→ **Work task**: Search the records below for the word "dead". Pull out each line that has it.

Exercise data Start Marker

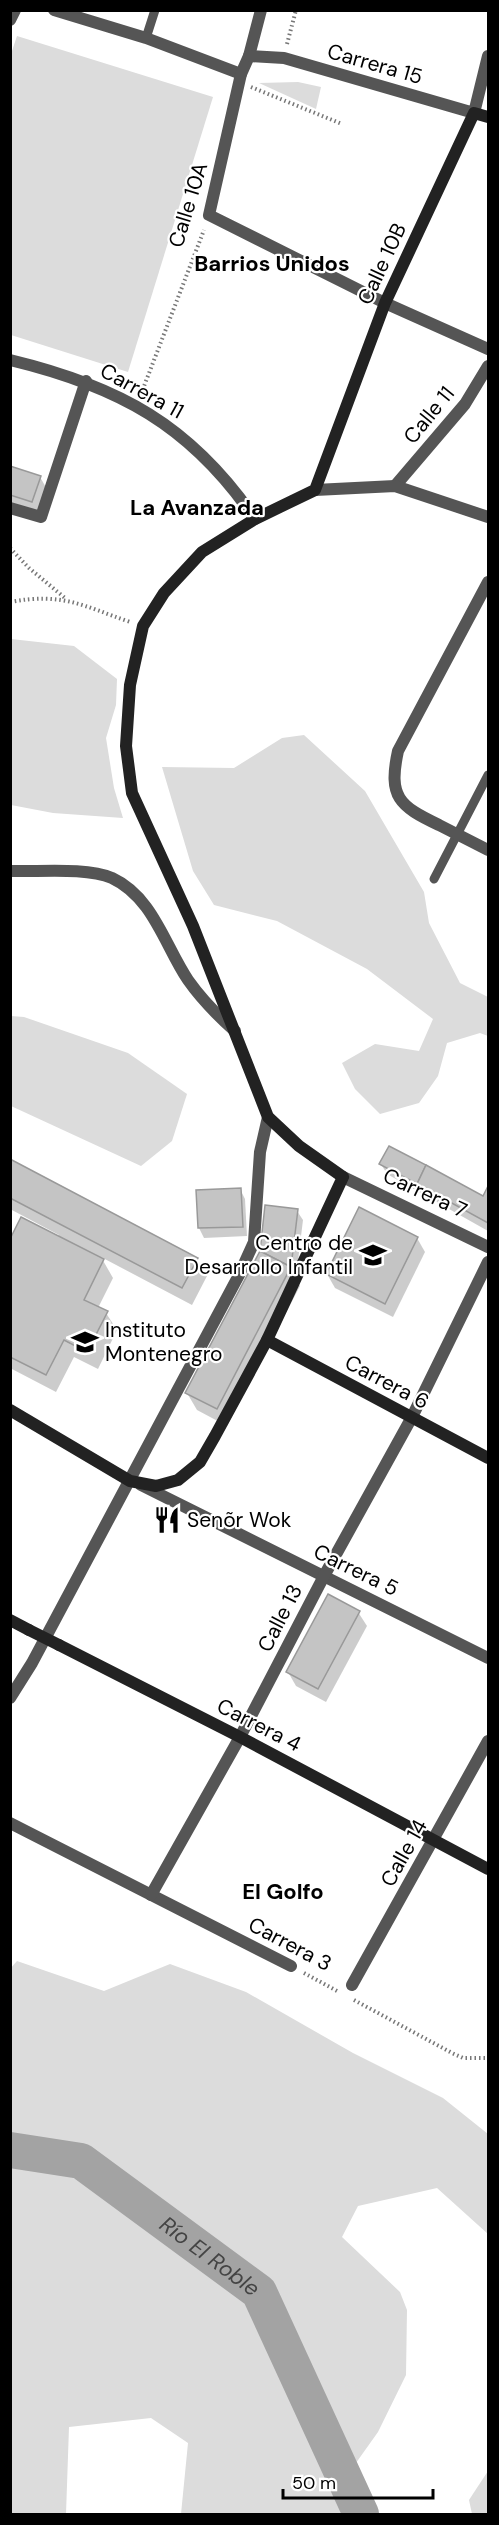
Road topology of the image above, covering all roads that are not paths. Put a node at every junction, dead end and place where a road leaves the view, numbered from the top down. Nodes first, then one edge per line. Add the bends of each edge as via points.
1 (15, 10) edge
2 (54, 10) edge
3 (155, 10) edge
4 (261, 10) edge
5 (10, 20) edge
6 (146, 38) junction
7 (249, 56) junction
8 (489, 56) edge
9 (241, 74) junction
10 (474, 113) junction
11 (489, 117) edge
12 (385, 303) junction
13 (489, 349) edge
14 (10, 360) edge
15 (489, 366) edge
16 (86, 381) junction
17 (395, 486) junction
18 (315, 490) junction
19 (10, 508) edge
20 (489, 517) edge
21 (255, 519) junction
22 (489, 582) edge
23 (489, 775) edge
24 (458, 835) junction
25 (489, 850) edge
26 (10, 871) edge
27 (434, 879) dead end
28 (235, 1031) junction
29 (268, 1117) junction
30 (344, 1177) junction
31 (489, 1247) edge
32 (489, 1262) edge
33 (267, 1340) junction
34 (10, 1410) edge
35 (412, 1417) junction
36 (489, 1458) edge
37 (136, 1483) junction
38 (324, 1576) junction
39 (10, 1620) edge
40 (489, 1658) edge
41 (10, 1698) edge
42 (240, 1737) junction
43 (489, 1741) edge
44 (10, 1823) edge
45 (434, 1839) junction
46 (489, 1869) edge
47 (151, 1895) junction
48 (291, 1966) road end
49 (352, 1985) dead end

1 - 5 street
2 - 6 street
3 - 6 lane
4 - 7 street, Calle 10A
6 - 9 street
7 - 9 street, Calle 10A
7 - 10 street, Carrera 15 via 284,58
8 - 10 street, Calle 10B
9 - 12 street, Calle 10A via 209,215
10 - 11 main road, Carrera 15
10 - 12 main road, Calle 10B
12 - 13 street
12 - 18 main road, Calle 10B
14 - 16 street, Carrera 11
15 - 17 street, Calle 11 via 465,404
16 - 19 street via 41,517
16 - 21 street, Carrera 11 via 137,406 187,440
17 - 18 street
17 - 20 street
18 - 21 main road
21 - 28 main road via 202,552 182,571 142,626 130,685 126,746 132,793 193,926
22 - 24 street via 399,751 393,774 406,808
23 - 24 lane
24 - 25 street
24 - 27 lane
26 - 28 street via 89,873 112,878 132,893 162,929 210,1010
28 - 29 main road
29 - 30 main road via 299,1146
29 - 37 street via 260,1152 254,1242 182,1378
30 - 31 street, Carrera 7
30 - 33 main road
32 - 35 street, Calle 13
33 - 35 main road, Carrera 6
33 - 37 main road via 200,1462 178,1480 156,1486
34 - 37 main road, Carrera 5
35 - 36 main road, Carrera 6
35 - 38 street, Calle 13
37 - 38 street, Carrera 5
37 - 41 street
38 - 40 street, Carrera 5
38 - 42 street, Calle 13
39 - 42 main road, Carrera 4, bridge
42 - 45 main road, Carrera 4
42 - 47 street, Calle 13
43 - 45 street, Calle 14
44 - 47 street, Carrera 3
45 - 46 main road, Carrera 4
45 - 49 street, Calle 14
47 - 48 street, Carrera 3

Exercise data End Marker

→ **The completed task**:
Road topology of the image above, covering all roads that are not paths. Put a node at every junction, dead end and place where a road leaves the view, numbered from the top down. Nodes first, then one edge per line. Add the bends of each edge as via points.
27 (434, 879) dead end
49 (352, 1985) dead end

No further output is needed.